Consequently, I find that s 54(2) of the RLA, of itself, does not
entitle a party to terminate a lease, even in circumstances where a landlord’s
conduct amounts to a gross failure to act or not act within the matters
referred to in subsections (a) to (f) of s 54(2).
16. In analysing s 54,
the Senior Member reached the following conclusions (at paragraph 90):
Therefore, compensation under s 54(2) is not available if it is
found that the defect related to a condition of the premises that would have
been reasonably apparent to the tenant when entering into or renewing the
lease.
Conclusion
17. The circumstances
of this case are enlightening for all leasing lawyers, and retail landlords and
tenants. The Tribunal’s findings make it clear that a landlord’s obligations to
repair are limited to situations where the leased premises fall into disrepair
during the tenancy.
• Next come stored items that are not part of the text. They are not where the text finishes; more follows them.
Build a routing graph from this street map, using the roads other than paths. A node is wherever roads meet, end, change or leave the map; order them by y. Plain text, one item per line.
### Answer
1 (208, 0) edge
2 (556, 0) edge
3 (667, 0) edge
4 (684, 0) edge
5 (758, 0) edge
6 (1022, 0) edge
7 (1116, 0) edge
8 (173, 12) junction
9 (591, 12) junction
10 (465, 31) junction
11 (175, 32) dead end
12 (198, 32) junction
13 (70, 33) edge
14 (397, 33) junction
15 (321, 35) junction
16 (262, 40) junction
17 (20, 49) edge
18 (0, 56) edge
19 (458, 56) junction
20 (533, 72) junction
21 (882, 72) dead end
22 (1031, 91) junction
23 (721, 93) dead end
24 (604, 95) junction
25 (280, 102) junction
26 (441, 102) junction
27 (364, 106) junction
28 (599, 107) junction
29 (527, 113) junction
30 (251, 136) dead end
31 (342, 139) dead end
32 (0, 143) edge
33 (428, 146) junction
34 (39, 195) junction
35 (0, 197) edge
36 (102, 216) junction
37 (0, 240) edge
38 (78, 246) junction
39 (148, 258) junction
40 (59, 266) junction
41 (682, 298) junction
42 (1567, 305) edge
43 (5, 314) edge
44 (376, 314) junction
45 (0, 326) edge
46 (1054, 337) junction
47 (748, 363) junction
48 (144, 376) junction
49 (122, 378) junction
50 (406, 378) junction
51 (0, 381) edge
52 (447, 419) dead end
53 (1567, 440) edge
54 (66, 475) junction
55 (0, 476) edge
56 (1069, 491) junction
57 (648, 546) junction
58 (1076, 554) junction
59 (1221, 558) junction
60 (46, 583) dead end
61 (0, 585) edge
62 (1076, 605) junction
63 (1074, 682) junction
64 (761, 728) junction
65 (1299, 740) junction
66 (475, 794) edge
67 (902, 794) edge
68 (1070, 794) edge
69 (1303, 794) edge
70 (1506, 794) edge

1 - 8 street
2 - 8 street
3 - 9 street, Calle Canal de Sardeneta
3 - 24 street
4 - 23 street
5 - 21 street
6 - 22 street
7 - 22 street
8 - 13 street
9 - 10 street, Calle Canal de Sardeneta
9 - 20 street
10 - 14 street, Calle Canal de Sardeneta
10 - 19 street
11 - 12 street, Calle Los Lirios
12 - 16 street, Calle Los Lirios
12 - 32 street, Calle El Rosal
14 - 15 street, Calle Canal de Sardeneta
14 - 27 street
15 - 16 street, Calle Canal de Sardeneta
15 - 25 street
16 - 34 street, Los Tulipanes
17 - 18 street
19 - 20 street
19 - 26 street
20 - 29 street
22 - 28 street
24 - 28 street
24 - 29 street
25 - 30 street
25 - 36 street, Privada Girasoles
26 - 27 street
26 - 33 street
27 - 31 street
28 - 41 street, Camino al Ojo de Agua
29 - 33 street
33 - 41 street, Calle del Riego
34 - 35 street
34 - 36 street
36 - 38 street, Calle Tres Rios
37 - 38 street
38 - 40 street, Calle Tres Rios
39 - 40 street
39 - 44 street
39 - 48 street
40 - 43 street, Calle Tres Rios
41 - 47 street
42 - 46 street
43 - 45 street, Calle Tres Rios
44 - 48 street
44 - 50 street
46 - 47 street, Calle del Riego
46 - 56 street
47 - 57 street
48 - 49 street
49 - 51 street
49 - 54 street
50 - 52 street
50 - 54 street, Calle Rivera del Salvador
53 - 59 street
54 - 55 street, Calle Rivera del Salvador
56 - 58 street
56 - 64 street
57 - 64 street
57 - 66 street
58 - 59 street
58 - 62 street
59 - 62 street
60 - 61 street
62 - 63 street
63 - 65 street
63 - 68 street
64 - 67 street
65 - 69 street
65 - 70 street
It is therefore critical that potential tenants and their
advisors undertake a thorough assessment of the state of premises before any
paperwork is signed, and have the potential landlord sign off on that state of
the premises. It is also critical that the parties understand exactly who is
responsible for any works required to bring the premises up to a reasonable
standard, before the lease commences. These discussions should form an integral
part of the negotiations between the landlord and the tenant prior to the
commencement of the lease.
18. In this particular case, an
inspection by a suitably qualified building inspector may also have alleviated
some of the difficulties faced by the tenant. If the mould problem existed at
the commencement, it would have been identified, and steps taken to remedy it.
If the problem did not exist at the outset, there would be independent evidence
to support the tenant’s contention that the state of the premises was
significantly worse than when the lease commenced.